Solid Growth of Investment Assets in 2025 Helped Support State and Local Government Budgets
State and local government investment assets grew at a strong pace in 2025, extending a trend that goes back to the pre-covid era. Data released by the Federal Reserve last month showed investment assets ended last year at $4.05 trillion, up from $3.8 trillion in 2024.
- The five percent growth rate was ahead of the growth rate of expenditures, allowing public units to add to fund reserves and budget stabilization funds.
- The expansion benefitted from strong investment portfolio earnings. We estimate earnings were equal to about $150 billion of the increase. Portfolio balances also grew by about $50 billion as a result of additional accruals to fund balances.
- The five percent growth rate in total investment assets is consistent with the growth rate for local government investment pool assets rated by S&P Global. These pools totaled $409 billion at the end of the year, up five percent over the year.
- Earnings on investment assets represent a hefty share of tax revenue and provided a vital source of revenue for public units. Financial managers have come to rely on them to relieve pressure to raise taxes or cut spending. We estimate the earnings represented more than eight percent of tax receipts in 2023 and 2024 and seven percent last year.
- By contrast, in 2021, when short term rates were near zero, we estimate that investment earnings totaled only about $2.3 billion(!) for state and local governments, a small fraction of the annual totals in the 2023-2025 years.

- These results highlight the importance of planning around set-asides for rainy day funds or reserves and considering the sensitivity of multi-year budget strategies to investment-related interest rates. For example, a cut in short-term rates from the current level of about 3.60% to 2% could cut interest earnings by nearly 50%, costing states and localities $70 to $80 billion a year. For some public units, the effect could be on the order of five percent of tax revenue.
A Deeper Dive
To gain added perspective on the relative importance of investment earnings for states and localities we analyzed the financial statements of a sample of 23 states, municipalities, and school districts over the 2020-2025 period. The sample represented both affluent and poor areas of the country. We observed a number of things:
- The states in our sample had the highest growth rate of cash and investments of the 23. These assets more than doubled in the 2020-2024 period. (We used 2024 because 2025 data are not complete.) This is consistent with other research that concluded that states generally built up rainy day fund balances in the post-pandemic years.

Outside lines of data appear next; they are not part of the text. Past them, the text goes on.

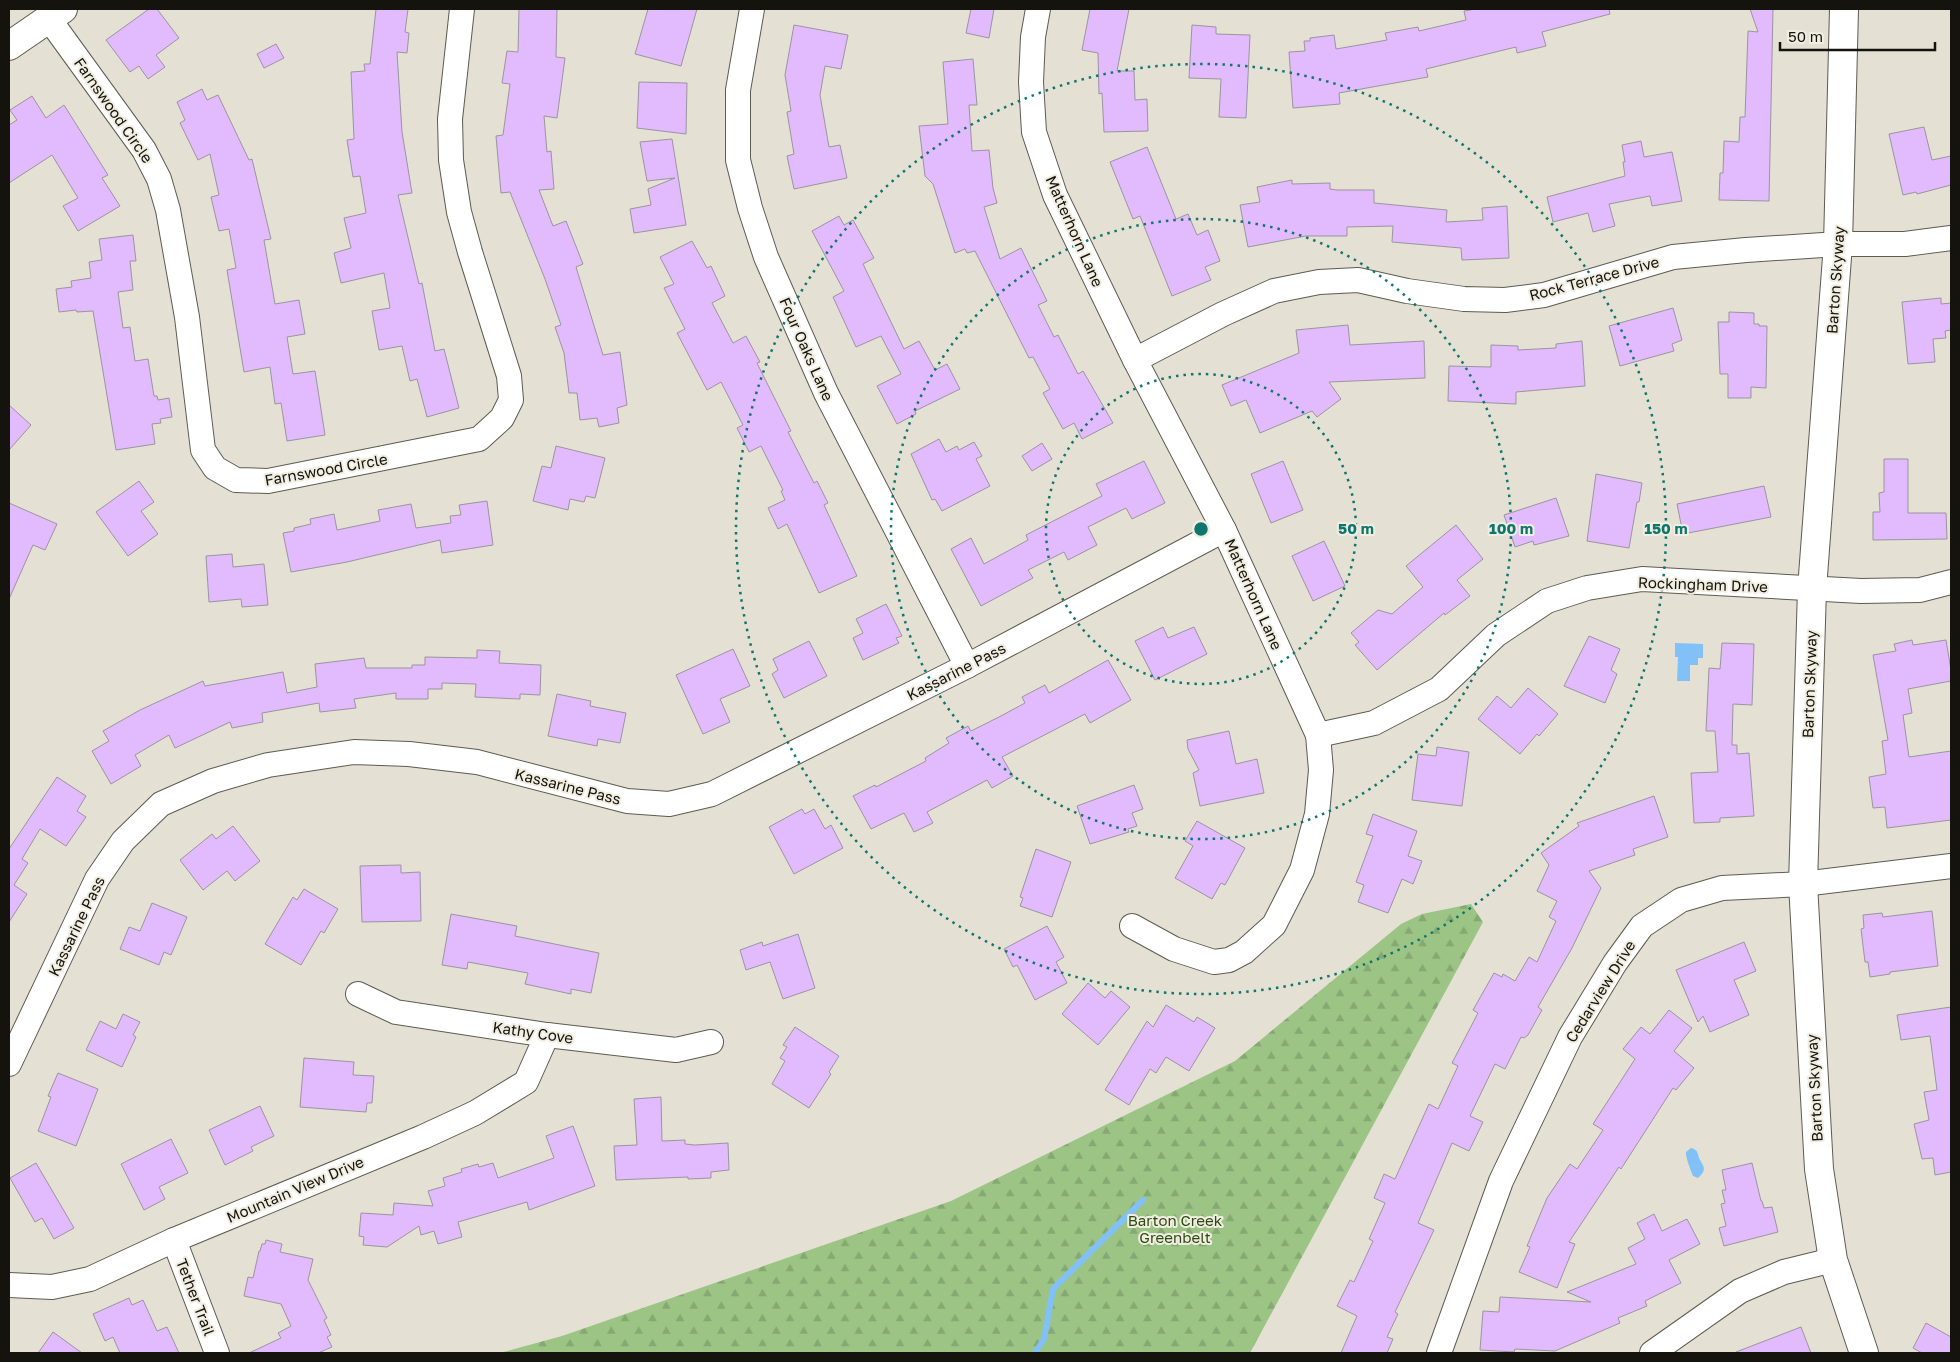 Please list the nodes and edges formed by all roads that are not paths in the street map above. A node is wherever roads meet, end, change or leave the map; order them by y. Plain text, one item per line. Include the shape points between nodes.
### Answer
1 (462, 9) edge
2 (752, 9) edge
3 (1038, 9) edge
4 (1844, 9) edge
5 (56, 14) edge
6 (9, 46) edge
7 (1951, 238) edge
8 (1838, 244) junction
9 (1135, 360) junction
10 (1224, 530) junction
11 (1951, 582) edge
12 (1812, 589) junction
13 (967, 666) junction
14 (1318, 735) junction
15 (1951, 866) edge
16 (1803, 884) junction
17 (1132, 926) dead end
18 (358, 994) dead end
19 (547, 1035) junction
20 (711, 1042) dead end
21 (9, 1064) edge
22 (174, 1240) junction
23 (1833, 1260) junction
24 (9, 1284) edge
25 (217, 1353) edge
26 (1438, 1353) edge
27 (1652, 1353) edge
28 (1864, 1353) edge

1 - 5 street, Farnswood Circle via 450,119 450,160 459,212 509,376 511,400 502,418 479,439 268,481 236,480 215,468 203,450 187,317 160,179
2 - 13 street, Four Oaks Lane via 738,90 738,160 766,257 826,393
3 - 9 street, Matterhorn Lane via 1031,82 1034,132 1055,195
4 - 8 street, Barton Skyway
5 - 6 street
7 - 8 street, Rock Terrace Drive via 1905,244
8 - 9 street, Rock Terrace Drive via 1673,257 1544,295 1505,300 1407,292 1358,280 1319,282 1274,291
8 - 12 street, Barton Skyway
9 - 10 street, Matterhorn Lane
10 - 13 street, Kassarine Pass
10 - 14 street, Matterhorn Lane
11 - 12 street, Rockingham Drive via 1920,590
12 - 14 street, Rockingham Drive via 1642,579 1587,588 1547,601 1496,635 1439,690 1374,723
12 - 16 street, Barton Skyway
13 - 21 street, Kassarine Pass via 712,794 669,804 627,801 477,762 409,754 354,752 268,765 214,781 161,804 124,840 97,879
14 - 17 street, Matterhorn Lane via 1321,770 1317,814 1302,870 1274,925 1244,952 1229,960 1214,962 1174,949
15 - 16 street, Cedarview Drive
16 - 23 street, Barton Skyway via 1819,1170
16 - 26 street, Cedarview Drive via 1722,888 1682,900 1642,926 1614,963 1570,1037 1501,1182
18 - 19 street, Kathy Cove via 396,1012
19 - 20 street, Kathy Cove via 676,1050
19 - 22 street, Mountain View Drive via 526,1082 475,1113
22 - 24 street, Mountain View Drive via 90,1279 52,1287
22 - 25 street, Tether Trail
23 - 27 street via 1784,1272 1740,1292
23 - 28 street, Barton Skyway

- Budget decisions rather than economic and demographic factors appear to be the determinants of investment reserves. Overall, our sample of public units had investment balances equal to 61% of revenue in 2024. Several affluent municipalities had ratios close to the overall average; poorer localities in our sample had higher average balance ratios over the period, indicating that investment balances were more closely tied to budgeting than to economic capacity.
- Investment strategy and portfolio structure can have a notable effect on budgets. When rates rose sharply in 2022, a number of entities booked negative interest earnings. The accruals for these amounted to three percent or more of total revenue and as much as five percent of tax revenue for several of the sample entities.

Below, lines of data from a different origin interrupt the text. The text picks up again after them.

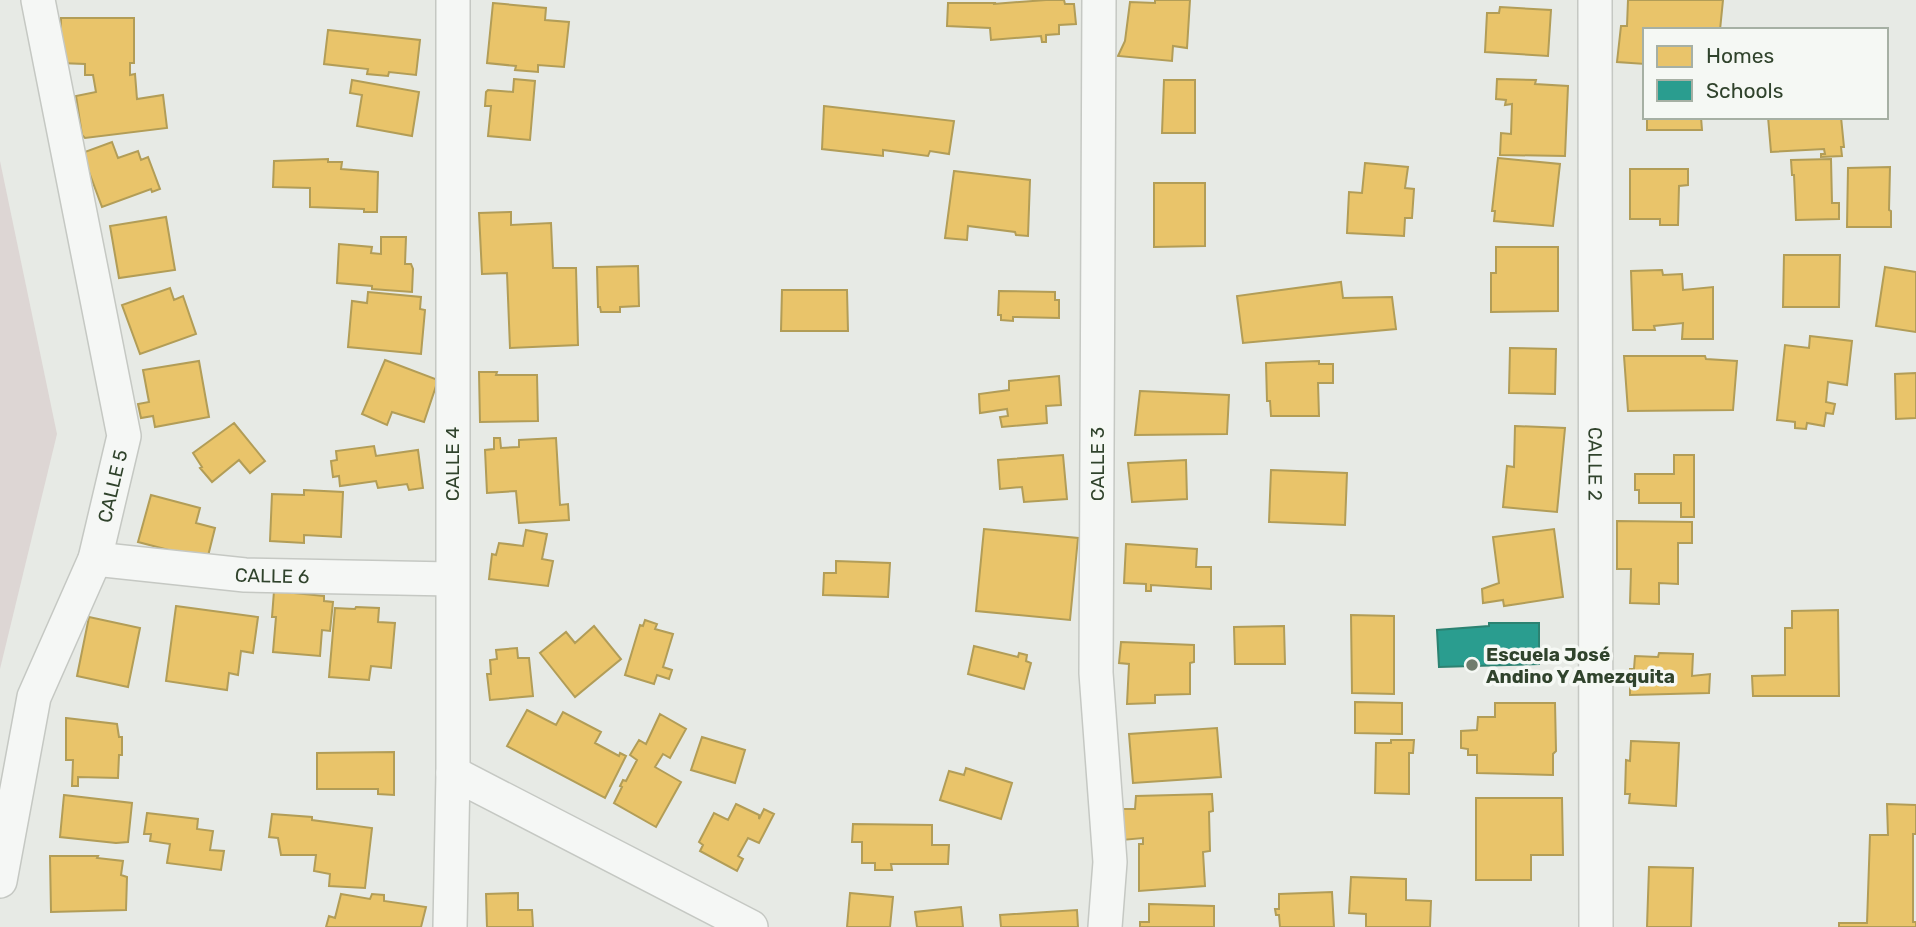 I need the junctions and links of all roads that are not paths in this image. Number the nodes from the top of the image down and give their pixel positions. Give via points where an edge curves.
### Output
1 (38, 0) edge
2 (453, 0) edge
3 (1098, 0) edge
4 (1595, 0) edge
5 (95, 559) junction
6 (451, 579) junction
7 (453, 773) junction
8 (0, 881) edge
9 (450, 927) edge
10 (751, 927) edge
11 (1105, 927) edge
12 (1596, 927) edge

1 - 5 street, CALLE 5 via 124,436
2 - 6 street, CALLE 4
3 - 11 street, CALLE 3 via 1096,673 1110,862
4 - 12 street, CALLE 2
5 - 6 street, CALLE 6 via 245,575
5 - 8 street, CALLE 5 via 34,697
6 - 7 street, CALLE 4
7 - 9 street, CALLE 4
7 - 10 street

- Likewise, the small decline in interest rates in 2024 and 2025 produced fair value adjustments that boosted reported annual income for those portfolios invested for longer duration.

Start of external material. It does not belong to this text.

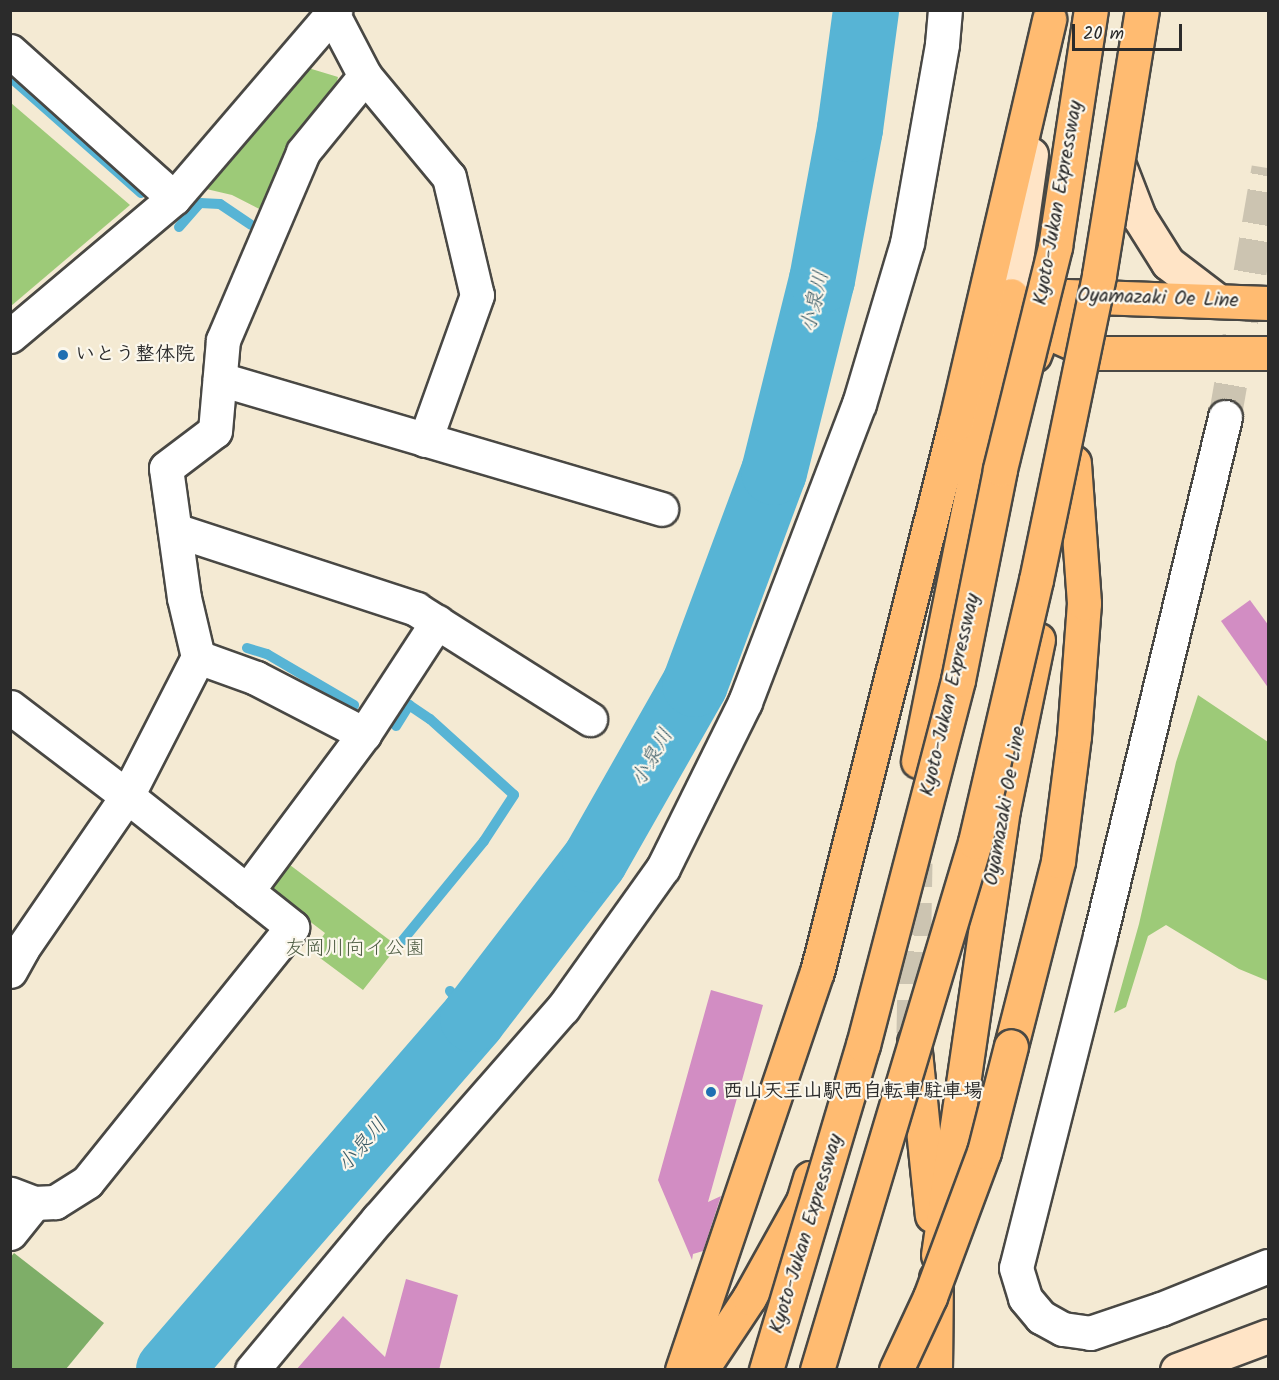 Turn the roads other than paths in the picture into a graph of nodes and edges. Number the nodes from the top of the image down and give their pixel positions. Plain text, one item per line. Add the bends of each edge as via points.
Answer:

- A decline in earnings (reported for financial statement purposes) when interest rates rise and a boost when they fall may complicate year-to-year spending decisions and communication with elected officials and taxpayers over year-to-year budgeting. This should be a consideration in investment strategy and portfolio positioning.
Looking Forward
Investment income has become a significant element in public unit budgeting. The $150 billion or so in earnings in each of the last several years, a product of strong investment balances and high interest rates, has been a welcome budget resource. A sharp drop in interest rates could leave a gap in budgets. Similarly, a plan to draw down balances to pay current expenses can leave a recurring revenue gap in the future. Financial managers should work hard to understand the effects of reserve management on their budget strategies and the interest rate risk that may be embedded in their plans.